About this task: The answer must be an exact transcription of all the records below.

(Stored data)
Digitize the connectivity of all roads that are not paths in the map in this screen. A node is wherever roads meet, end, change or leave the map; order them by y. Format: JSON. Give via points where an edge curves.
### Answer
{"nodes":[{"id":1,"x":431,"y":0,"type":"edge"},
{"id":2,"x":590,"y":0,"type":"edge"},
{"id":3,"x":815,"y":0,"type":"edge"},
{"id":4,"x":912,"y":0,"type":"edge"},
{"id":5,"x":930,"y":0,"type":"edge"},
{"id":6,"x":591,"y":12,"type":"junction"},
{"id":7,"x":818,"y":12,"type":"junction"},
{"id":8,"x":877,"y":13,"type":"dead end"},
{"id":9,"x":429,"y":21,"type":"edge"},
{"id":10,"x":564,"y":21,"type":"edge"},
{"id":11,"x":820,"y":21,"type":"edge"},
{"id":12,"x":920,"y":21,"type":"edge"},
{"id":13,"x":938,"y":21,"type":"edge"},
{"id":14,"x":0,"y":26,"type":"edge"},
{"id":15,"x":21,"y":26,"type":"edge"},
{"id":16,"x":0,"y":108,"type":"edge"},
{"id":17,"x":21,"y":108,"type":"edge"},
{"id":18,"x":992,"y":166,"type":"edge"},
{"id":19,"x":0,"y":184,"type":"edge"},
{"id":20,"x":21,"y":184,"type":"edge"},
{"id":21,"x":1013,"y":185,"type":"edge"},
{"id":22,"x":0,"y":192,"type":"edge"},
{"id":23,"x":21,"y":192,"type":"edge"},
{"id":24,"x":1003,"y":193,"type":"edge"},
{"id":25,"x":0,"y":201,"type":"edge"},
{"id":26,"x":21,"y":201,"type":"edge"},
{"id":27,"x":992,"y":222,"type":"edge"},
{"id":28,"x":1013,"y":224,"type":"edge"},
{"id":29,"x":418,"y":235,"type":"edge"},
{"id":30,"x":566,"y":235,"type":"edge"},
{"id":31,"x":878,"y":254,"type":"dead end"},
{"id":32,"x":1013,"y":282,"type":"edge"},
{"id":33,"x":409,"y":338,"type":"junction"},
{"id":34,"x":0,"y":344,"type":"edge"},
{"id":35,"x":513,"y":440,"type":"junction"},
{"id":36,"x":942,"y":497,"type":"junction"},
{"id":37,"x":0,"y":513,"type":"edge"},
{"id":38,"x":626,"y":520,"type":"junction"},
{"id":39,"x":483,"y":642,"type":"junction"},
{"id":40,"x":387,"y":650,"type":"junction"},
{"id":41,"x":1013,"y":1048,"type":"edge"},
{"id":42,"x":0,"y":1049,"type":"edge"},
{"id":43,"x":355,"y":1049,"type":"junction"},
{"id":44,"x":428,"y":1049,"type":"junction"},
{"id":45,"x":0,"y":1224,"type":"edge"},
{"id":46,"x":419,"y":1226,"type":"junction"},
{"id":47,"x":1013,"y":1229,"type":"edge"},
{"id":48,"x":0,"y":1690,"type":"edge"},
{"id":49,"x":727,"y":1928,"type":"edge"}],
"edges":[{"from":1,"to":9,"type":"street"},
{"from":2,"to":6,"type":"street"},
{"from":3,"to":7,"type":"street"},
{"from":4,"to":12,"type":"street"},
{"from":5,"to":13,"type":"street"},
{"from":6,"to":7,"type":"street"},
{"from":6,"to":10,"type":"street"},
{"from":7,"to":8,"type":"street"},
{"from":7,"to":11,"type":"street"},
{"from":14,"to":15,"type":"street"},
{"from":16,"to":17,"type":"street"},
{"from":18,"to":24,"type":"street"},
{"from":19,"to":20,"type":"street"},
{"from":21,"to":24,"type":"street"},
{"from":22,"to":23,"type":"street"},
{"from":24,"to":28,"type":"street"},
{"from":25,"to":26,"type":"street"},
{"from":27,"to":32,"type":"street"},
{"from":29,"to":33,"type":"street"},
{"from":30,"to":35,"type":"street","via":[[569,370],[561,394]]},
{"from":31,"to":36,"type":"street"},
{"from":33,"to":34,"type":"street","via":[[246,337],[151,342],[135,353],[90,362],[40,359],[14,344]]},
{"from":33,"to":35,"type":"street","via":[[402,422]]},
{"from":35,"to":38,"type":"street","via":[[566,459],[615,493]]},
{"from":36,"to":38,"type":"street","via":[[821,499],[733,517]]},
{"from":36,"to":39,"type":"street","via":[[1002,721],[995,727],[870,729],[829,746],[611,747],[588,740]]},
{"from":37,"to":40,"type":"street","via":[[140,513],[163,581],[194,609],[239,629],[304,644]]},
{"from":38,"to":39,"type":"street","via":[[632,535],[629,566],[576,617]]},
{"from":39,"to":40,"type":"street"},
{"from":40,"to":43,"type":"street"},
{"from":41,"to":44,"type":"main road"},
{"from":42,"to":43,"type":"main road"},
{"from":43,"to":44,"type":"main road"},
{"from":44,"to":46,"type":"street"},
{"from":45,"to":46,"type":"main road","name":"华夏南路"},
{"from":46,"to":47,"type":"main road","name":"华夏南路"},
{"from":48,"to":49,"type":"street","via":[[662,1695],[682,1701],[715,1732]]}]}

Response area:
Digitize the connectivity of all roads that are not paths in the map in this screen. A node is wherever roads meet, end, change or leave the map; order them by y. Format: JSON. Give via points where an edge curves.
### Answer
{"nodes":[{"id":1,"x":431,"y":0,"type":"edge"},
{"id":2,"x":590,"y":0,"type":"edge"},
{"id":3,"x":815,"y":0,"type":"edge"},
{"id":4,"x":912,"y":0,"type":"edge"},
{"id":5,"x":930,"y":0,"type":"edge"},
{"id":6,"x":591,"y":12,"type":"junction"},
{"id":7,"x":818,"y":12,"type":"junction"},
{"id":8,"x":877,"y":13,"type":"dead end"},
{"id":9,"x":429,"y":21,"type":"edge"},
{"id":10,"x":564,"y":21,"type":"edge"},
{"id":11,"x":820,"y":21,"type":"edge"},
{"id":12,"x":920,"y":21,"type":"edge"},
{"id":13,"x":938,"y":21,"type":"edge"},
{"id":14,"x":0,"y":26,"type":"edge"},
{"id":15,"x":21,"y":26,"type":"edge"},
{"id":16,"x":0,"y":108,"type":"edge"},
{"id":17,"x":21,"y":108,"type":"edge"},
{"id":18,"x":992,"y":166,"type":"edge"},
{"id":19,"x":0,"y":184,"type":"edge"},
{"id":20,"x":21,"y":184,"type":"edge"},
{"id":21,"x":1013,"y":185,"type":"edge"},
{"id":22,"x":0,"y":192,"type":"edge"},
{"id":23,"x":21,"y":192,"type":"edge"},
{"id":24,"x":1003,"y":193,"type":"edge"},
{"id":25,"x":0,"y":201,"type":"edge"},
{"id":26,"x":21,"y":201,"type":"edge"},
{"id":27,"x":992,"y":222,"type":"edge"},
{"id":28,"x":1013,"y":224,"type":"edge"},
{"id":29,"x":418,"y":235,"type":"edge"},
{"id":30,"x":566,"y":235,"type":"edge"},
{"id":31,"x":878,"y":254,"type":"dead end"},
{"id":32,"x":1013,"y":282,"type":"edge"},
{"id":33,"x":409,"y":338,"type":"junction"},
{"id":34,"x":0,"y":344,"type":"edge"},
{"id":35,"x":513,"y":440,"type":"junction"},
{"id":36,"x":942,"y":497,"type":"junction"},
{"id":37,"x":0,"y":513,"type":"edge"},
{"id":38,"x":626,"y":520,"type":"junction"},
{"id":39,"x":483,"y":642,"type":"junction"},
{"id":40,"x":387,"y":650,"type":"junction"},
{"id":41,"x":1013,"y":1048,"type":"edge"},
{"id":42,"x":0,"y":1049,"type":"edge"},
{"id":43,"x":355,"y":1049,"type":"junction"},
{"id":44,"x":428,"y":1049,"type":"junction"},
{"id":45,"x":0,"y":1224,"type":"edge"},
{"id":46,"x":419,"y":1226,"type":"junction"},
{"id":47,"x":1013,"y":1229,"type":"edge"},
{"id":48,"x":0,"y":1690,"type":"edge"},
{"id":49,"x":727,"y":1928,"type":"edge"}],
"edges":[{"from":1,"to":9,"type":"street"},
{"from":2,"to":6,"type":"street"},
{"from":3,"to":7,"type":"street"},
{"from":4,"to":12,"type":"street"},
{"from":5,"to":13,"type":"street"},
{"from":6,"to":7,"type":"street"},
{"from":6,"to":10,"type":"street"},
{"from":7,"to":8,"type":"street"},
{"from":7,"to":11,"type":"street"},
{"from":14,"to":15,"type":"street"},
{"from":16,"to":17,"type":"street"},
{"from":18,"to":24,"type":"street"},
{"from":19,"to":20,"type":"street"},
{"from":21,"to":24,"type":"street"},
{"from":22,"to":23,"type":"street"},
{"from":24,"to":28,"type":"street"},
{"from":25,"to":26,"type":"street"},
{"from":27,"to":32,"type":"street"},
{"from":29,"to":33,"type":"street"},
{"from":30,"to":35,"type":"street","via":[[569,370],[561,394]]},
{"from":31,"to":36,"type":"street"},
{"from":33,"to":34,"type":"street","via":[[246,337],[151,342],[135,353],[90,362],[40,359],[14,344]]},
{"from":33,"to":35,"type":"street","via":[[402,422]]},
{"from":35,"to":38,"type":"street","via":[[566,459],[615,493]]},
{"from":36,"to":38,"type":"street","via":[[821,499],[733,517]]},
{"from":36,"to":39,"type":"street","via":[[1002,721],[995,727],[870,729],[829,746],[611,747],[588,740]]},
{"from":37,"to":40,"type":"street","via":[[140,513],[163,581],[194,609],[239,629],[304,644]]},
{"from":38,"to":39,"type":"street","via":[[632,535],[629,566],[576,617]]},
{"from":39,"to":40,"type":"street"},
{"from":40,"to":43,"type":"street"},
{"from":41,"to":44,"type":"main road"},
{"from":42,"to":43,"type":"main road"},
{"from":43,"to":44,"type":"main road"},
{"from":44,"to":46,"type":"street"},
{"from":45,"to":46,"type":"main road","name":"华夏南路"},
{"from":46,"to":47,"type":"main road","name":"华夏南路"},
{"from":48,"to":49,"type":"street","via":[[662,1695],[682,1701],[715,1732]]}]}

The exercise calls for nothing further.